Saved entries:
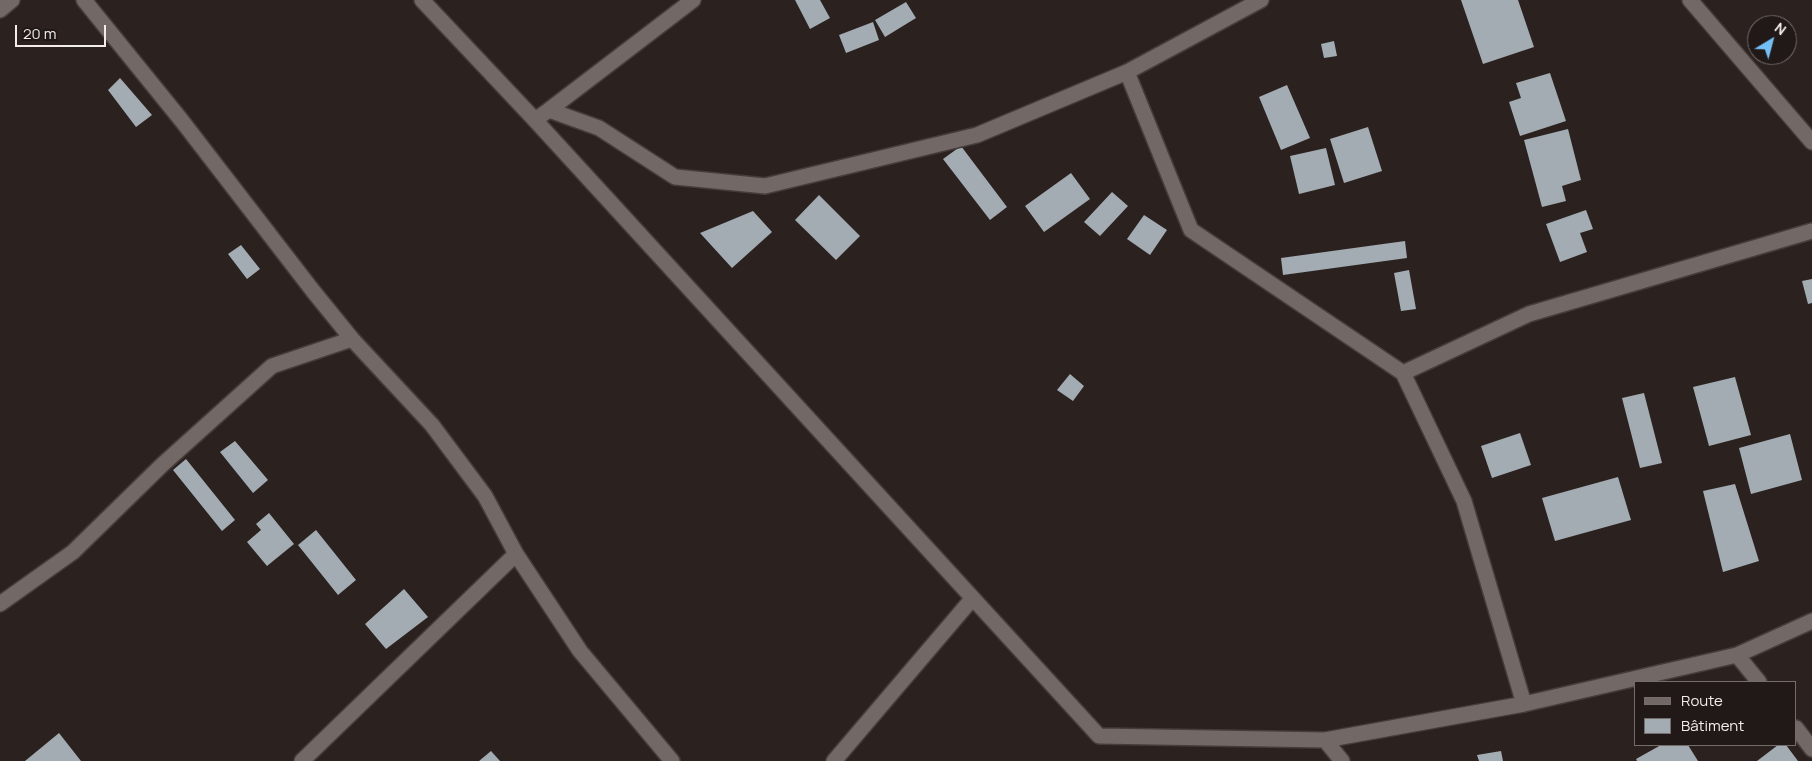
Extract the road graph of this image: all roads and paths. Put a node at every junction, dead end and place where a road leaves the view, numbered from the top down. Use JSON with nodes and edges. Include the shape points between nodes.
{"nodes":[{"id":1,"x":12,"y":0,"type":"edge"},
{"id":2,"x":84,"y":0,"type":"edge"},
{"id":3,"x":422,"y":0,"type":"edge"},
{"id":4,"x":693,"y":0,"type":"edge"},
{"id":5,"x":1262,"y":0,"type":"edge"},
{"id":6,"x":1690,"y":0,"type":"edge"},
{"id":7,"x":0,"y":10,"type":"edge"},
{"id":8,"x":1127,"y":72,"type":"junction"},
{"id":9,"x":549,"y":110,"type":"junction"},
{"id":10,"x":535,"y":120,"type":"junction"},
{"id":11,"x":1812,"y":142,"type":"edge"},
{"id":12,"x":1812,"y":231,"type":"edge"},
{"id":13,"x":352,"y":339,"type":"junction"},
{"id":14,"x":1403,"y":373,"type":"junction"},
{"id":15,"x":516,"y":554,"type":"junction"},
{"id":16,"x":972,"y":599,"type":"junction"},
{"id":17,"x":0,"y":604,"type":"edge"},
{"id":18,"x":1812,"y":621,"type":"edge"},
{"id":19,"x":1737,"y":655,"type":"junction"},
{"id":20,"x":1758,"y":681,"type":"edge"},
{"id":21,"x":1524,"y":704,"type":"junction"},
{"id":22,"x":1797,"y":729,"type":"edge"},
{"id":23,"x":1325,"y":740,"type":"junction"},
{"id":24,"x":1812,"y":749,"type":"edge"},
{"id":25,"x":302,"y":761,"type":"edge"},
{"id":26,"x":672,"y":761,"type":"edge"},
{"id":27,"x":834,"y":761,"type":"edge"},
{"id":28,"x":1342,"y":761,"type":"edge"}],
"edges":[{"from":1,"to":7,"type":"street"},
{"from":2,"to":13,"type":"street"},
{"from":3,"to":10,"type":"street"},
{"from":4,"to":9,"type":"street"},
{"from":5,"to":8,"type":"street"},
{"from":6,"to":11,"type":"street"},
{"from":8,"to":9,"type":"street","via":[[976,135],[765,186],[675,177],[598,128]]},
{"from":8,"to":14,"type":"street","via":[[1191,230]]},
{"from":9,"to":10,"type":"street"},
{"from":10,"to":16,"type":"street"},
{"from":12,"to":14,"type":"street","via":[[1529,314]]},
{"from":13,"to":15,"type":"street","via":[[432,425],[485,496]]},
{"from":13,"to":17,"type":"street","via":[[272,366],[162,465],[73,552]]},
{"from":14,"to":21,"type":"street","via":[[1464,501]]},
{"from":15,"to":25,"type":"street"},
{"from":15,"to":26,"type":"street","via":[[580,651]]},
{"from":16,"to":23,"type":"street","via":[[1099,736]]},
{"from":16,"to":27,"type":"street"},
{"from":18,"to":19,"type":"street"},
{"from":19,"to":20,"type":"street"},
{"from":19,"to":21,"type":"street"},
{"from":21,"to":23,"type":"street"},
{"from":22,"to":24,"type":"street"},
{"from":23,"to":28,"type":"street"}]}
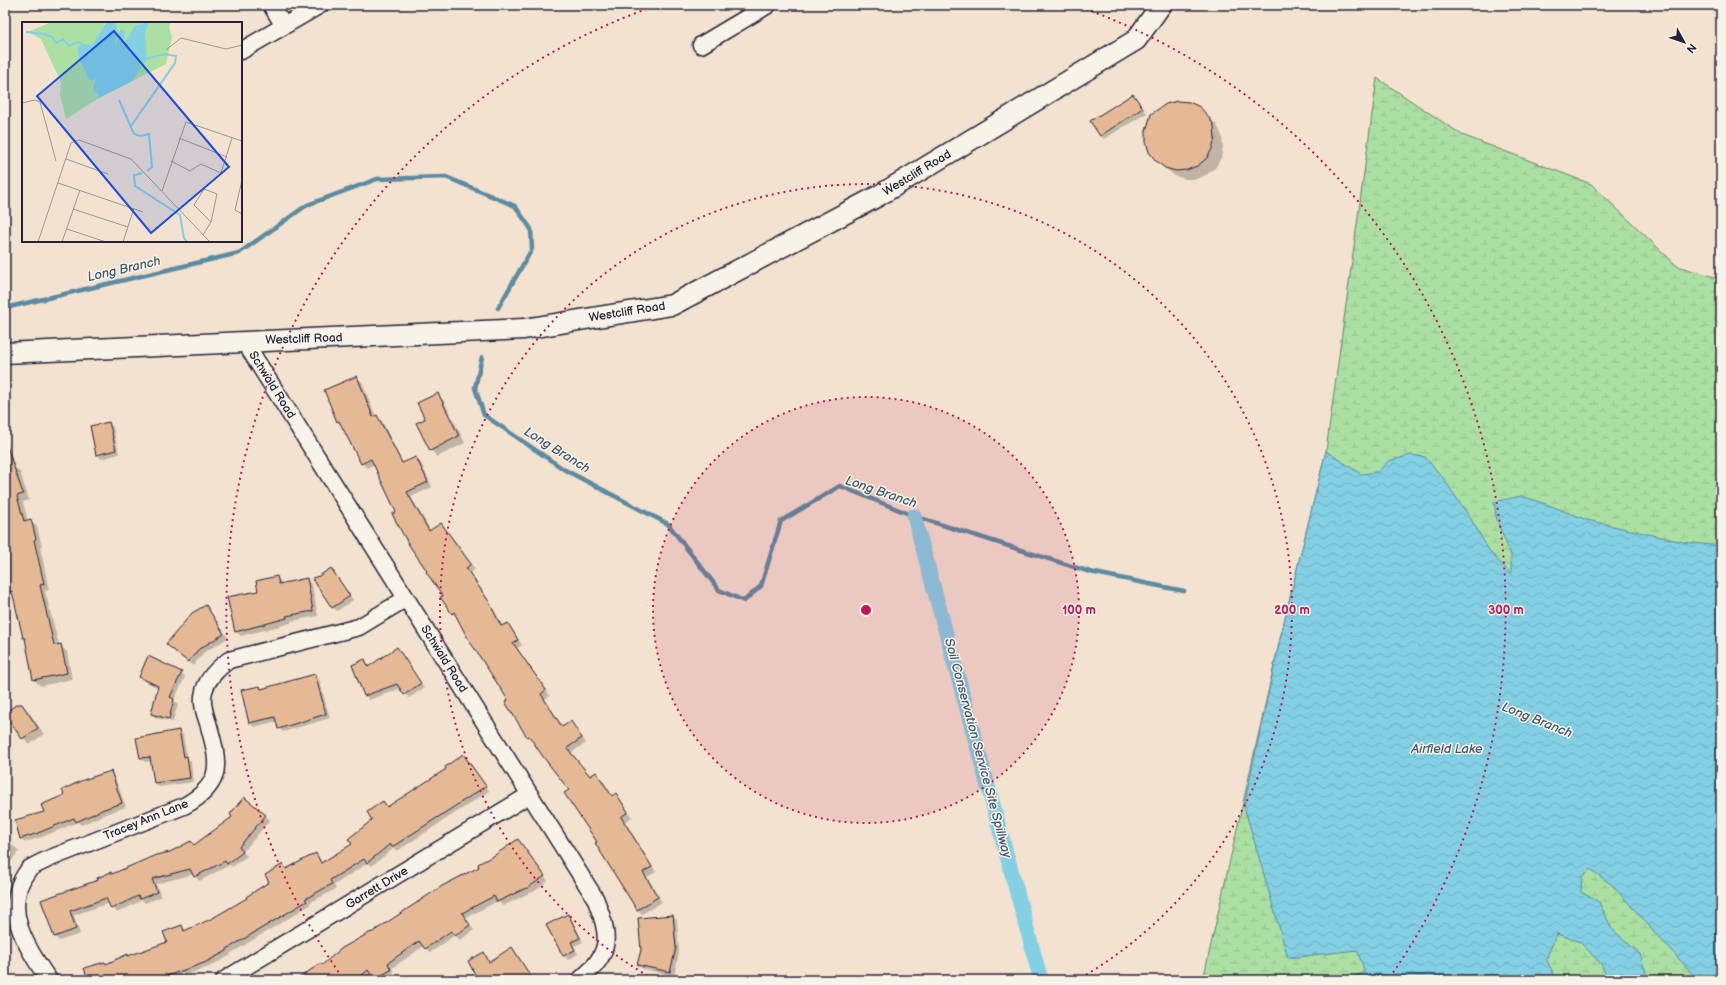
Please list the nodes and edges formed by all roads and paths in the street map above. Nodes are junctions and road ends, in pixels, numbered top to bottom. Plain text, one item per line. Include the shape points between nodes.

#### Goal of the exercise:
The records are to be retyped in full and exactly, with no image carried over.

#### Expected output:
Extract the road graph of this image: all roads and paths. Put a node at every junction, dead end and place where a road leaves the view, numbered from the top down. Use JSON with nodes and edges. Include the shape points between nodes.
{"nodes":[{"id":1,"x":12,"y":0,"type":"edge"},
{"id":2,"x":84,"y":0,"type":"edge"},
{"id":3,"x":422,"y":0,"type":"edge"},
{"id":4,"x":693,"y":0,"type":"edge"},
{"id":5,"x":1262,"y":0,"type":"edge"},
{"id":6,"x":1690,"y":0,"type":"edge"},
{"id":7,"x":0,"y":10,"type":"edge"},
{"id":8,"x":1127,"y":72,"type":"junction"},
{"id":9,"x":549,"y":110,"type":"junction"},
{"id":10,"x":535,"y":120,"type":"junction"},
{"id":11,"x":1812,"y":142,"type":"edge"},
{"id":12,"x":1812,"y":231,"type":"edge"},
{"id":13,"x":352,"y":339,"type":"junction"},
{"id":14,"x":1403,"y":373,"type":"junction"},
{"id":15,"x":516,"y":554,"type":"junction"},
{"id":16,"x":972,"y":599,"type":"junction"},
{"id":17,"x":0,"y":604,"type":"edge"},
{"id":18,"x":1812,"y":621,"type":"edge"},
{"id":19,"x":1737,"y":655,"type":"junction"},
{"id":20,"x":1758,"y":681,"type":"edge"},
{"id":21,"x":1524,"y":704,"type":"junction"},
{"id":22,"x":1797,"y":729,"type":"edge"},
{"id":23,"x":1325,"y":740,"type":"junction"},
{"id":24,"x":1812,"y":749,"type":"edge"},
{"id":25,"x":302,"y":761,"type":"edge"},
{"id":26,"x":672,"y":761,"type":"edge"},
{"id":27,"x":834,"y":761,"type":"edge"},
{"id":28,"x":1342,"y":761,"type":"edge"}],
"edges":[{"from":1,"to":7,"type":"street"},
{"from":2,"to":13,"type":"street"},
{"from":3,"to":10,"type":"street"},
{"from":4,"to":9,"type":"street"},
{"from":5,"to":8,"type":"street"},
{"from":6,"to":11,"type":"street"},
{"from":8,"to":9,"type":"street","via":[[976,135],[765,186],[675,177],[598,128]]},
{"from":8,"to":14,"type":"street","via":[[1191,230]]},
{"from":9,"to":10,"type":"street"},
{"from":10,"to":16,"type":"street"},
{"from":12,"to":14,"type":"street","via":[[1529,314]]},
{"from":13,"to":15,"type":"street","via":[[432,425],[485,496]]},
{"from":13,"to":17,"type":"street","via":[[272,366],[162,465],[73,552]]},
{"from":14,"to":21,"type":"street","via":[[1464,501]]},
{"from":15,"to":25,"type":"street"},
{"from":15,"to":26,"type":"street","via":[[580,651]]},
{"from":16,"to":23,"type":"street","via":[[1099,736]]},
{"from":16,"to":27,"type":"street"},
{"from":18,"to":19,"type":"street"},
{"from":19,"to":20,"type":"street"},
{"from":19,"to":21,"type":"street"},
{"from":21,"to":23,"type":"street"},
{"from":22,"to":24,"type":"street"},
{"from":23,"to":28,"type":"street"}]}
Please list the nodes and edges formed by all roads and paths in the street map above. Nodes are junctions and road ends, in pixels, numbered top to bottom. Plain text, one item per line. Include the shape points between nodes.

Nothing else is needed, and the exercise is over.